Dr Chris Steele, a Manchester GP and expert on smoking, said: "Most smokers do not continue to smoke cigarettes out of habit, but because they are addicted to nicotine.

"Zyban is the first non-nicotine prescription medication that tackles the biochemical basis of nicotine addiction."

Zyban is good, but it is not a silver bullet

Clive Bates, Action on Smoking and Health

Health Secretary Alan Milburn said the treatment, which will cost the NHS 42.85 per month for each patient prescribed the drug, was "good news for the 70% of smokers who say they want to give up".

He added: "We have already invested 30 million over two years on setting up specialist smoking cessation services in the NHS and this announcement is another step towards ensuring that our health service leads the world in its smoking cessation services."

Clive Bates, director of the anti-smoking charity Action on Smoking and Health (ASH) disputed the figures from the Zyban study and said other treatments were also effective.

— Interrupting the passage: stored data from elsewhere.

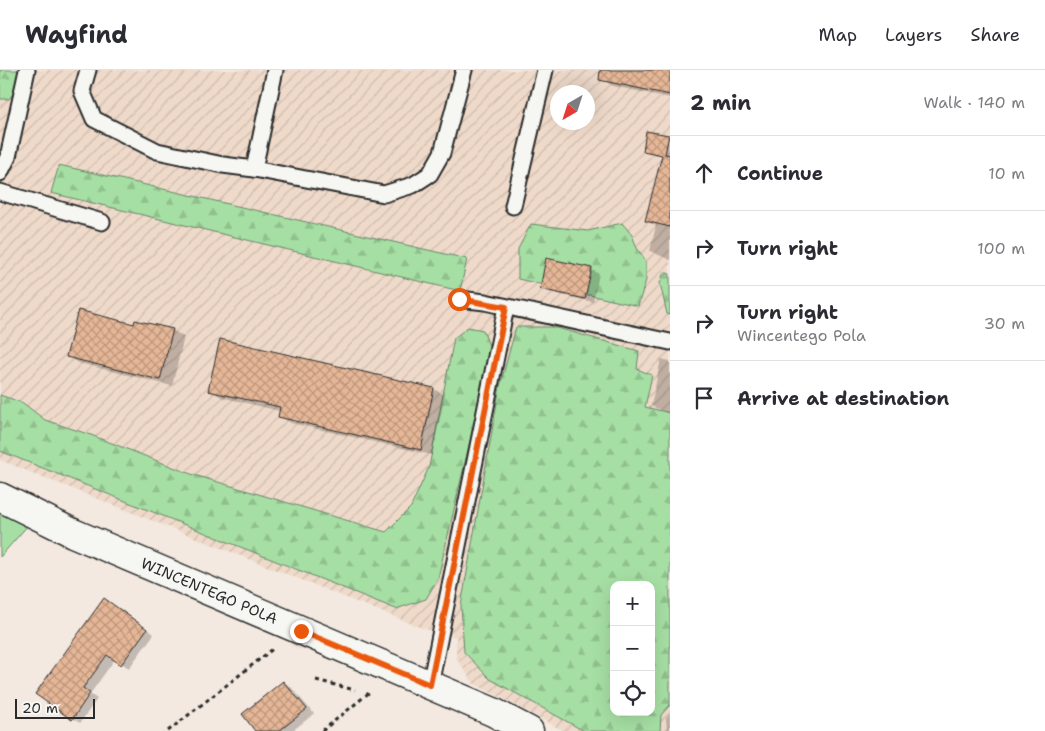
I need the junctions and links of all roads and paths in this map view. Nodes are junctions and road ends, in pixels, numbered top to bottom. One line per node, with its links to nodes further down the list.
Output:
1 (27, 70): 6 (lane)
2 (88, 70): 7 (lane)
3 (274, 70): 7 (lane)
4 (464, 70): 7 (lane)
5 (545, 70): 10 (lane)
6 (7, 120): 8 (lane)
7 (254, 169)
8 (0, 173)
9 (0, 192): 11 (lane)
10 (513, 206)
11 (102, 222)
12 (459, 299): 13 (lane)
13 (506, 307): 14 (lane); 18 (lane)
14 (670, 342)
15 (0, 497): 16 (street, WINCENTEGO POLA)
16 (293, 627): 18 (street, WINCENTEGO POLA); 21 (path)
17 (316, 680): 19 (path)
18 (430, 685): 23 (street, WINCENTEGO POLA)
19 (354, 690)
20 (370, 692): 22 (path)
21 (168, 731)
22 (322, 731)
23 (529, 731)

However, he said: "The launch of Zyban is good news for smokers.

"This is a significant development because it means that smoking cessation treatment will become a mainstream part of the NHS. Doctor will now have a tool with which they can help people to give up smoking."

However, he added: "Zyban is good, but it is not a silver bullet - smokers are still going to need lots willpower and determination to keep trying."

Dr Mark Britton, chairman of the British Lung Foundation, said: "Zyban is the first new innovation to help smokers kick the habit that we've seen in almost a decade.

"We welcome this exciting advance to help smokers break their addiction."

Smoking costs 1.7billion to the NHS every year in terms of GP consultations, prescriptions and hospital care.

Zyban available in tablet form on prescription and is taken as a two-month course.

Developed by Glaxo Wellcome, Zyban has already been licensed in the US, Canada and Holland.